Barnabas then interjected. "He has been observing kosher law in his diet with us for some time and has never had sexual relations." This seemed to allay the troubled look on James' face.

"Very well," James said. "Bring in the boy."

After a brief greeting, mostly James and John began to ask him questions. "So you have come to believe in the one true God, the God of Israel?"

"Yes," Titus said in Greek. James, Peter, and John spoke enough Greek to conduct business in Galilee, but would need a little help if Titus' Greek got too advanced. "In fact, there has never been a point in my life when I did not attend the synagogue of Antioch with my family."

"And you have come to believe that Jesus is our king, our Lord, the Anointed One of Israel?" James continued.

"Yes. I believe he will come again soon to rule the whole world as my king. Every knee will bow before him and every tongue confess that he is the Lord. God has raised him from the dead and seated him at his right hand in the heavens."

James was impressed. Paul was right. Oh that the Jews of Jerusalem would come to such faith!

"And you do not feel the need to become circumcised and join the people of Israel?" John finally added.

"Were there not strangers in the land of Israel who lived among them?" Titus responded. He had been carefully coached by Barnabas. "God asked Israel to treat them with kindness even though they were never circumcised?"

"I would say that his heart is circumcised," Paul interjected, "even though his flesh is not. It is like the opposite of what the prophet Jeremiah said to Israel of old. Their hearts were uncircumcised even though their flesh was circumcised. The hearts of Titus and others like him are circumcised, even though their flesh is uncircumcised."

You could see that this idea troubled James. He could see a slippery slope he had feared with his brother Jesus as well, who had focused on the lost sheep of Israel in Galilee. There were enough Jews who did not take the covenant seriously enough, James thought. Surely if these Gentiles had as much faith as Paul said they did, they would be willing to go the whole way and fully convert.

But Titus' faith was undeniable. In the end, James did not believe God would destroy Gentiles like Titus who gave their allegiance to Jesus. They would escape the judgment. They would be saved. And that was a good thing, even if it was not as much as James thought was ideal.

In the end, James, Peter, and John agreed that Gentiles could be saved without full conversion. They gave their blessing to their mission. "Only be sure that you and Saul are faithful yourselves to keep the Law."
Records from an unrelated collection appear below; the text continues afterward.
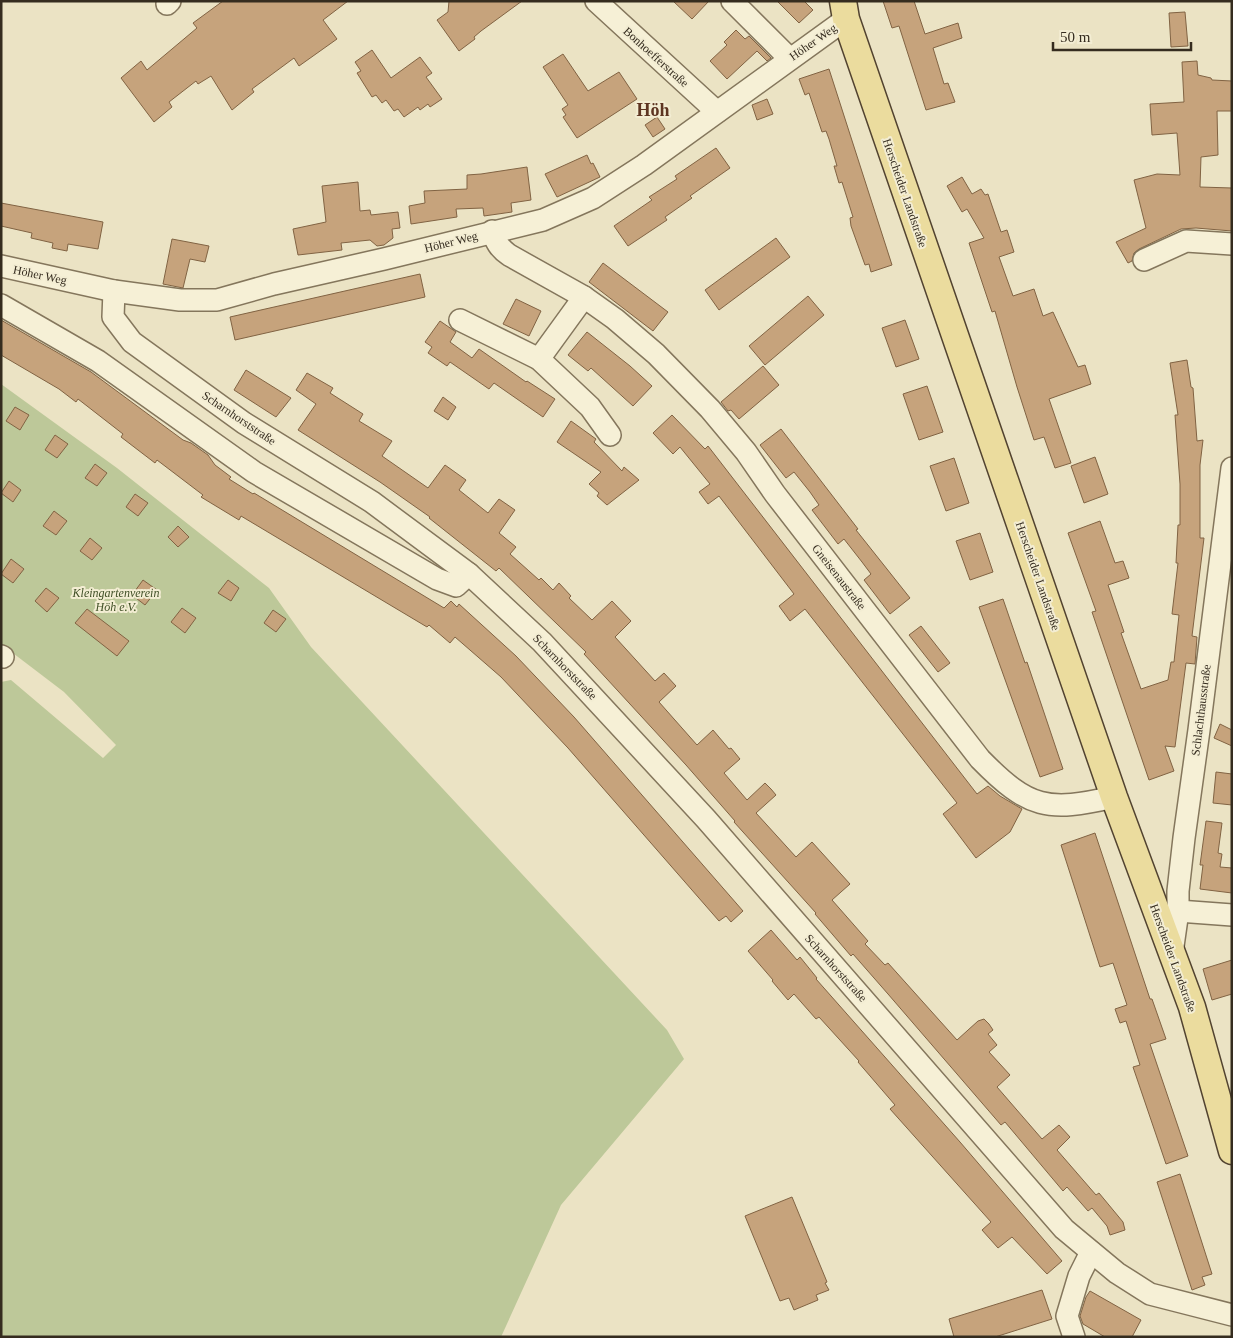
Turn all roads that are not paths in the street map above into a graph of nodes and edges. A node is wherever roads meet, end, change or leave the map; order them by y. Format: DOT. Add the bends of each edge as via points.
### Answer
graph roads {
  1 [pos="596,1"];
  2 [pos="732,1"];
  3 [pos="844,10"];
  4 [pos="790,58"];
  5 [pos="717,112"];
  6 [pos="492,231"];
  7 [pos="1232,244"];
  8 [pos="1144,260"];
  9 [pos="1,266"];
  10 [pos="114,291"];
  11 [pos="584,297"];
  12 [pos="1,305"];
  13 [pos="460,320"];
  14 [pos="539,359"];
  15 [pos="610,435"];
  16 [pos="1232,468"];
  17 [pos="469,574"];
  18 [pos="1215,600"];
  19 [pos="1232,614"];
  20 [pos="1114,797"];
  21 [pos="1178,911"];
  22 [pos="1232,916"];
  23 [pos="1172,953"];
  24 [pos="1232,1151"];
  25 [pos="1092,1252"];
  26 [pos="1232,1315"];
  27 [pos="1074,1337"];
  1 -- 5 [label="street, Bonhoefferstraße"];
  2 -- 4 [label="street"];
  3 -- 4 [label="street, Höher Weg"];
  3 -- 20 [label="main road, Herscheider Landstraße"];
  4 -- 5 [label="street, Höher Weg"];
  5 -- 6 [label="street, Höher Weg" via="593,198 543,220"];
  6 -- 10 [label="street, Höher Weg" via="217,300 180,300"];
  6 -- 11 [label="street, Gneisenaustraße" via="500,248 509,255"];
  7 -- 8 [label="street" via="1186,241"];
  9 -- 10 [label="street, Höher Weg"];
  10 -- 17 [label="street, Scharnhorststraße" via="113,317 132,342 244,423 372,502"];
  11 -- 14 [label="street"];
  11 -- 20 [label="street, Gneisenaustraße" via="656,354 710,409 980,759 1003,782 1029,800 1057,806"];
  12 -- 17 [label="street" via="98,361 254,472 437,579 456,586"];
  13 -- 14 [label="street"];
  14 -- 15 [label="street" via="590,406"];
  16 -- 18 [label="street, Schlachthausstraße"];
  17 -- 25 [label="street, Scharnhorststraße" via="542,642 628,734 1064,1229"];
  18 -- 19 [label="street"];
  18 -- 21 [label="street, Schlachthausstraße" via="1184,838"];
  20 -- 23 [label="main road, Herscheider Landstraße"];
  21 -- 22 [label="street"];
  21 -- 23 [label="street, Schlachthausstraße"];
  23 -- 24 [label="main road, Herscheider Landstraße" via="1192,1007"];
  25 -- 26 [label="street, Scharnhorststraße" via="1150,1294"];
  25 -- 27 [label="street" via="1079,1276 1067,1316"];
}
"And in your mission, never forget the many poor among the people of God," John added. "God has blessed many of these Gentiles with much, such as the Roman governor you mentioned. Part of coming to faith is a willingness to give back to God. There are many poor here in Jerusalem who have believed, as you know from a few years back. A test of the Gentiles' faith may be their willingness to give from their abundance to those who have need."
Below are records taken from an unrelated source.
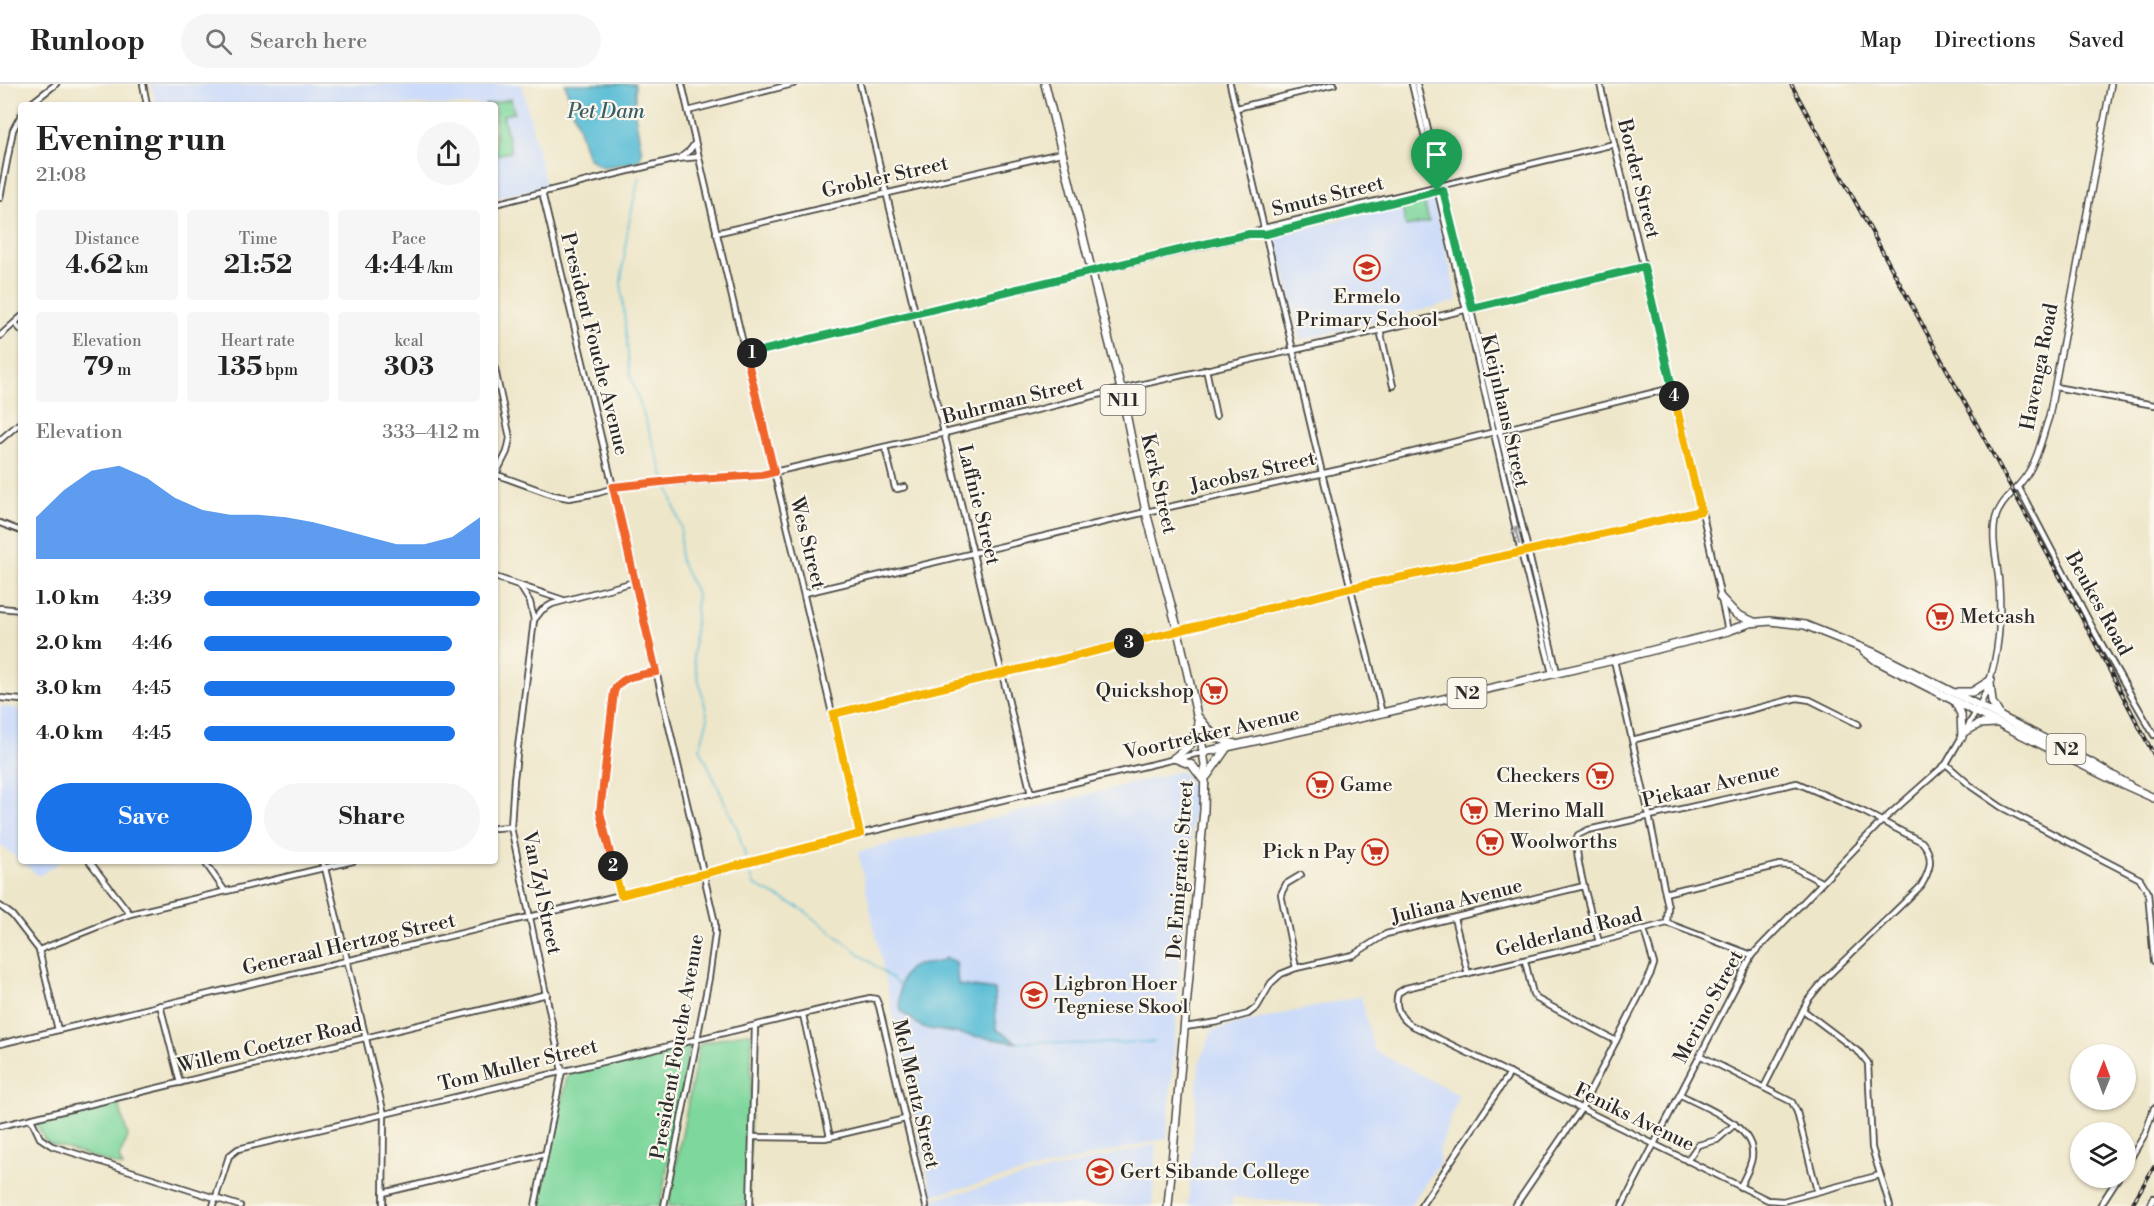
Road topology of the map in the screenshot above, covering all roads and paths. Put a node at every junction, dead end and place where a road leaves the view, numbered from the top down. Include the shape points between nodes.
1 (56, 84) edge
2 (143, 84) edge
3 (682, 84) edge
4 (793, 84) edge
5 (860, 84) edge
6 (1045, 84) edge
7 (1230, 84) edge
8 (1334, 84) edge
9 (1412, 84) edge
10 (1417, 84) edge
11 (1600, 84) edge
12 (2111, 84) edge
13 (781, 85) edge
14 (33, 102) edge
15 (146, 102) edge
16 (1237, 108) junction
17 (688, 111) junction
18 (18, 121) edge
19 (696, 143) junction
20 (1614, 144) junction
21 (1061, 153) junction
22 (698, 157) junction
23 (677, 159) junction
24 (1439, 188) junction
25 (542, 192) junction
26 (885, 193) junction
27 (0, 198) edge
28 (498, 203) edge
29 (1264, 228) junction
30 (716, 233) junction
31 (1249, 234) junction
32 (1266, 234) junction
33 (1644, 267) junction
34 (1090, 272) junction
35 (1469, 309) junction
36 (915, 314) junction
37 (18, 320) edge
38 (15, 323) junction
39 (18, 326) edge
40 (1380, 330) junction
41 (0, 336) edge
42 (1293, 350) junction
43 (746, 354) junction
44 (1206, 369) junction
45 (498, 383) edge
46 (1393, 386) dead end
47 (2055, 387) junction
48 (1672, 388) junction
49 (1121, 389) junction
50 (2154, 405) edge
51 (1216, 416) dead end
52 (18, 425) edge
53 (1497, 431) junction
54 (945, 433) junction
55 (0, 440) edge
56 (885, 447) junction
57 (498, 470) edge
58 (774, 472) junction
59 (1322, 473) junction
60 (498, 475) edge
61 (2018, 486) junction
62 (613, 487) junction
63 (905, 487) dead end
64 (1701, 511) junction
65 (1146, 512) junction
66 (0, 523) edge
67 (18, 530) edge
68 (1527, 551) junction
69 (974, 552) junction
70 (1521, 552) junction
71 (498, 578) edge
72 (634, 582) junction
73 (520, 586) junction
74 (1350, 588) junction
75 (805, 593) junction
76 (1720, 597) junction
77 (563, 600) junction
78 (0, 608) edge
79 (18, 610) edge
80 (534, 620) junction
81 (1755, 622) junction
82 (1178, 631) junction
83 (1728, 631) junction
84 (1862, 649) junction
85 (1614, 660) junction
86 (656, 672) junction
87 (1003, 673) junction
88 (1555, 673) junction
89 (1990, 682) junction
90 (1952, 692) junction
91 (0, 698) edge
92 (18, 700) edge
93 (1954, 701) junction
94 (1978, 709) junction
95 (1382, 713) junction
96 (833, 714) junction
97 (1198, 720) junction
98 (1999, 720) junction
99 (1858, 724) dead end
100 (1964, 735) junction
101 (2154, 735) edge
102 (1632, 740) junction
103 (1237, 745) junction
104 (1227, 746) junction
105 (1204, 752) junction
106 (1174, 758) junction
107 (1946, 764) junction
108 (1205, 780) junction
109 (1031, 794) junction
110 (2154, 798) edge
111 (1649, 815) junction
112 (1882, 821) junction
113 (511, 827) junction
114 (498, 828) edge
115 (860, 834) junction
116 (91, 864) edge
117 (206, 864) edge
118 (323, 864) edge
119 (341, 864) edge
120 (325, 868) junction
121 (704, 875) junction
122 (1301, 875) dead end
123 (1821, 882) junction
124 (1584, 886) junction
125 (225, 891) junction
126 (1665, 893) junction
127 (621, 895) junction
128 (0, 906) edge
129 (130, 914) junction
130 (531, 916) junction
131 (1454, 918) junction
132 (1667, 923) junction
133 (1644, 930) junction
134 (1599, 942) junction
135 (39, 950) junction
136 (1752, 955) junction
137 (348, 960) junction
138 (1525, 961) junction
139 (2154, 962) edge
140 (1296, 968) junction
141 (1467, 974) junction
142 (547, 994) junction
143 (867, 998) joint
144 (1396, 1000) joint
145 (160, 1005) junction
146 (1803, 1010) junction
147 (803, 1015) junction
148 (755, 1026) junction
149 (1185, 1027) junction
150 (58, 1030) junction
151 (697, 1038) junction
152 (366, 1039) junction
153 (1616, 1041) junction
154 (0, 1044) edge
155 (1701, 1056) junction
156 (562, 1071) junction
157 (1510, 1073) junction
158 (180, 1083) junction
159 (1764, 1087) junction
160 (1681, 1095) junction
161 (2154, 1108) edge
162 (1581, 1109) junction
163 (384, 1114) junction
164 (31, 1119) junction
165 (905, 1119) junction
166 (1735, 1124) junction
167 (0, 1126) edge
168 (752, 1137) junction
169 (830, 1137) junction
170 (1654, 1145) junction
171 (2136, 1149) edge
172 (545, 1154) junction
173 (1687, 1161) junction
174 (1880, 1175) junction
175 (1740, 1187) junction
176 (2112, 1188) edge
177 (1817, 1191) junction
178 (384, 1193) junction
179 (216, 1198) junction
180 (2154, 1198) edge
181 (213, 1206) edge
182 (240, 1206) edge
183 (383, 1206) edge
184 (535, 1206) edge
185 (664, 1206) edge
186 (750, 1206) edge
187 (926, 1206) edge
188 (1168, 1206) edge
189 (1421, 1206) edge
190 (1515, 1206) edge
191 (1622, 1206) edge
192 (1890, 1206) edge
193 (2100, 1206) edge
194 (2150, 1206) edge

1 - 14 street
2 - 15 street
3 - 17 street, Wes Street
4 - 13 street
5 - 26 street, Laffnie Street
6 - 21 highway, Kerk Street / N11
7 - 16 street
8 - 16 street
9 - 24 street, Kleijnhans Street
10 - 24 street, Kleijnhans Street
11 - 20 street, Border Street
12 - 47 street, Havenga Road
13 - 17 street
16 - 29 street
17 - 19 street, Wes Street
18 - 27 street
19 - 22 street, Wes Street
19 - 23 street
20 - 24 street, Smuts Street
20 - 33 street, Border Street
21 - 26 street, Grobler Street
21 - 34 highway, Kerk Street / N11
22 - 23 street
22 - 30 street, Wes Street
23 - 25 street
24 - 29 street, Smuts Street
24 - 32 street, Smuts Street
24 - 35 street, Kleijnhans Street
25 - 28 street
25 - 62 street, President Fouche Avenue
26 - 30 street, Grobler Street
26 - 36 street, Laffnie Street
29 - 31 street, Smuts Street
29 - 32 street
30 - 43 street, Wes Street
31 - 32 street, Smuts Street
31 - 34 street, Smuts Street
32 - 42 street
33 - 35 street, Buhrman Street
33 - 48 street, Border Street
34 - 36 street, Smuts Street
34 - 49 highway, Kerk Street / N11
35 - 40 street, Buhrman Street
35 - 53 street, Kleijnhans Street
36 - 43 street, Smuts Street
36 - 54 street, Laffnie Street
37 - 38 street
38 - 39 street
38 - 41 street
40 - 42 street, Buhrman Street
40 - 46 street
42 - 44 street, Buhrman Street
42 - 59 street
43 - 58 street, Wes Street
44 - 49 street, Buhrman Street
44 - 51 street
45 - 57 street via 510,438
47 - 50 street
47 - 61 street, Havenga Road via 2036,456
48 - 53 street, Jacobsz Street
48 - 64 street, Border Street
49 - 54 street, Buhrman Street
49 - 65 highway, Kerk Street / N11
52 - 55 street
53 - 59 street, Jacobsz Street
53 - 68 street, Kleijnhans Street
70 -> 53 street, Kleijnhans Street
54 - 56 street, Buhrman Street
54 - 69 street, Laffnie Street
56 - 58 street, Buhrman Street
56 - 63 street via 895,488
58 - 62 street, Buhrman Street
58 - 75 street, Wes Street
59 - 65 street, Jacobsz Street
59 - 74 street
60 - 62 street, Buhrman Street via 569,498
61 - 89 street, Havenga Road via 2000,507 1994,523 1999,585 1998,650
61 - 101 street, Beukes Road
62 - 72 street, President Fouche Avenue
64 - 68 street
64 - 76 street, Border Street
65 - 69 street, Jacobsz Street
65 - 82 highway, Kerk Street / N11
66 - 67 street
68 - 70 street
68 - 88 street, Kleijnhans Street
69 - 75 street, Jacobsz Street
69 - 87 street, Laffnie Street
70 - 74 street
70 - 88 street, Kleijnhans Street
71 - 73 street
72 - 77 street
72 - 86 street, President Fouche Avenue
73 - 77 street
73 - 80 street via 530,602
74 - 82 street
74 - 95 street
75 - 96 street, Wes Street
76 - 81 highway via 1732,611
76 - 83 street, Border Street
77 - 80 street via 546,607
78 - 79 street
80 - 113 street, Van Zyl Street
81 - 83 highway, N2
81 - 84 highway, N2 via 1805,625
82 - 87 street
82 - 97 highway, Kerk Street / N11
83 - 85 highway, Voortrekker Avenue / N2
84 - 90 highway, N2
84 - 93 highway, N2 via 1877,661
85 - 88 highway, Voortrekker Avenue / N2
85 - 102 street
86 - 121 street, President Fouche Avenue
86 - 127 street via 622,680 614,692 600,812
87 - 96 street
87 - 109 street, Laffnie Street
88 - 95 highway, Voortrekker Avenue / N2
89 - 90 highway via 1972,692
89 - 94 street, Havenga Road
89 - 98 highway
90 - 94 highway, N2
91 - 92 street
93 - 94 highway, N2
93 - 100 highway via 1961,714
94 - 98 highway, N2
94 - 100 street, Havenga Road
95 - 103 highway, Voortrekker Avenue / N2
96 - 115 street, Wes Street
97 - 103 highway via 1215,737
97 - 105 highway, Kerk Street / N11
97 - 106 highway via 1191,744
98 - 100 highway via 1979,724
98 - 110 highway, N2
99 - 102 street via 1801,698
100 - 107 street, Havenga Road
102 - 111 street
103 - 104 highway, Voortrekker Avenue / N2
104 - 105 highway, Voortrekker Avenue / N2
104 - 108 highway
105 - 106 street, Voortrekker Avenue
105 - 108 highway, De Emigratie Street / N11
106 - 108 highway via 1192,765
106 - 109 street, Voortrekker Avenue
107 - 112 street, Havenga Road
107 - 139 street via 2001,807 2140,879 2148,892
108 - 149 highway, De Emigratie Street / N11
109 - 115 street, Voortrekker Avenue
111 - 112 street, Piekaar Avenue via 1797,783
111 - 124 street, Piekaar Avenue via 1578,835
111 - 126 street
112 - 123 street, Merino Street
112 - 146 street, Piekaar Avenue via 1927,848 1929,872 1921,886 1826,978
113 - 114 street
113 - 130 street, Van Zyl Street
115 - 121 street, Voortrekker Avenue
116 - 129 street
117 - 125 street
118 - 120 street
119 - 120 street
120 - 125 street
120 - 137 street
121 - 127 street, Generaal Hertzog Street
121 - 151 street, President Fouche Avenue via 715,934
122 - 140 street via 1284,886 1281,897
123 - 126 street via 1791,866 1780,865
123 - 136 street, Merino Street
124 - 131 street, Juliana Avenue
124 - 134 street
125 - 129 street
126 - 132 street
127 - 130 street, Generaal Hertzog Street
128 - 135 street via 12,915
129 - 135 street
130 - 137 street, Generaal Hertzog Street
130 - 142 street, Van Zyl Street
131 - 140 street, Juliana Avenue via 1392,932 1353,955
131 - 141 street
132 - 133 street, Gelderland Road
132 - 136 street, Gelderland Road
133 - 134 street, Gelderland Road
133 - 153 street via 1654,967
134 - 138 street, Gelderland Road
135 - 150 street
136 - 155 street, Merino Street
137 - 145 street, Generaal Hertzog Street
137 - 152 street
138 - 141 street, Gelderland Road
138 - 153 street via 1533,994 1538,999
140 - 149 street, Juliana Avenue via 1275,978 1248,1014
141 - 144 street, Gelderland Road via 1406,988
142 - 152 street, Willem Coetzer Road
142 - 156 street, Van Zyl Street
143 - 147 street, Tom Muller Street
143 - 165 street, Mel Mentz Street via 878,1001
144 - 157 street, Feniks Avenue via 1399,1013 1408,1023
145 - 150 street, Generaal Hertzog Street
145 - 158 street
146 - 159 street
146 - 174 street via 1868,1063 1871,1143
147 - 148 street, Tom Muller Street
147 - 169 street
148 - 151 street, Tom Muller Street
148 - 168 street
149 - 188 highway, De Emigratie Street / N11
150 - 154 street, Generaal Hertzog Street
151 - 156 street, Tom Muller Street
151 - 185 street, President Fouche Avenue
152 - 158 street, Willem Coetzer Road
152 - 163 street
153 - 162 street
155 - 159 street
155 - 160 street, Merino Street
156 - 163 street, Tom Muller Street
156 - 172 street, Van Zyl Street
157 - 162 street, Feniks Avenue
157 - 189 street
158 - 164 street, Willem Coetzer Road
159 - 177 street via 1789,1099 1796,1108
160 - 166 street
160 - 170 street, Merino Street
161 - 171 street
162 - 170 street, Feniks Avenue
162 - 190 street
163 - 178 street
163 - 179 street, Tom Muller Street via 233,1151
164 - 167 street, Willem Coetzer Road
164 - 179 street via 40,1138 52,1146
165 - 169 street
165 - 187 street, Mel Mentz Street
166 - 173 street via 1717,1140 1698,1145
166 - 175 street via 1752,1152
168 - 169 street
168 - 186 street
170 - 173 street, Feniks Avenue
170 - 191 street, Merino Street
172 - 178 street
172 - 184 street, Van Zyl Street
173 - 175 street, Feniks Avenue
174 - 177 street, Feniks Avenue
174 - 192 street
175 - 177 street, Feniks Avenue via 1772,1202
176 - 193 street
178 - 183 street
179 - 181 street, Tom Muller Street
179 - 182 street
180 - 194 street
Of course not all Gentile converts were wealthy, but John and others had a certain stereotype of them. Indeed, he even thought of Paul and Barnabas as wealthy Greek-speaking Jews.

"This is an important truth to me as well," Paul quickly jumped in. "Perhaps in our mission we will see the fulfillment of the prophet Isaiah when he said that the wealth of the nations would flow to Jerusalem."

This idea seemed to resonate with the others as well.